There are times you can bypass it for small or temporary things, and just act like a startup and put it on your corporate credit card. But then the money might not show up in the proper place on various reports, giving the accounting department a real headache, or you clicked “Agree to terms” when you checked out, but those terms are actually not acceptable to your company.
So you have to work with them and initiate your purchase and exception requests through the system. If it’s a great system, then everything flows smoothly, suppliers are found for your stuff, the prices are the best available, and there’s no email back and forth to resolve problems.
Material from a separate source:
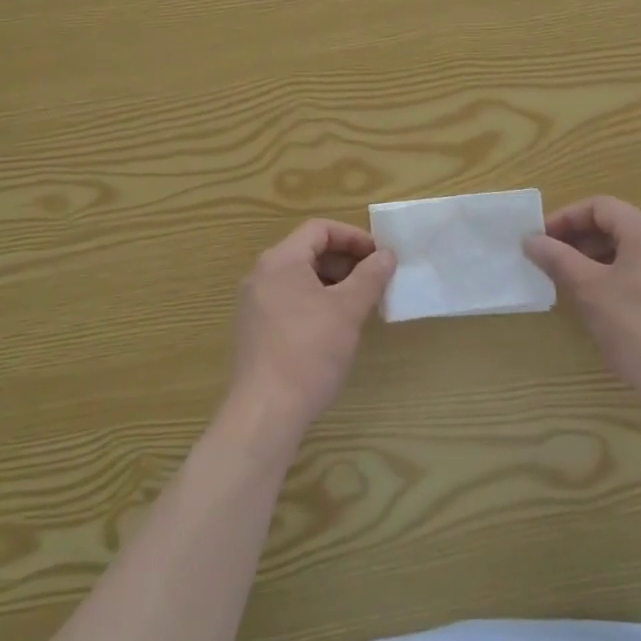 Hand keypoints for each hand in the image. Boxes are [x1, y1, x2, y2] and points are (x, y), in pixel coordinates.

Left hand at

You probably haven’t encountered that nirvana yet. Instead, your odd hardware request can’t be fulfilled, so you start on a journey of discovering the people involved in A) getting a proper request created and B) getting the money to the supplier. There is a huge amount of institutional knowledge inside the heads of people who have been around for a while, and especially in functional groups in a big company. You want to spin up a data center server? Talk to this guy. You need to install non-standard hardware? You’ll need her to grant an exception. Want to order from a new vendor? Talk to these people, oh, and maybe that guy has a locally-stored Word document you’ll need to send to the new vendor.
If you have been in the innovative space for as long as I have, you’ve definitely encountered these scenarios! And I hope that, like me, you’ve documented them for future pioneers. I’ve owned several new, unexplored “routes”, including Intuit Labs, Intuit Experimental Hosting, internal wikis and blogs. Those routes are filled with people who need to know, need to approve, or otherwise have some sort of gating role. Using Intuit QuickBase, I created processes that delight the developers and other folks who are using them.
Bottom line: it’s okay to have knowledge tied up with a PERSON, but you need to create a PROCESS that will get to that person and let them document the knowledge that they provide.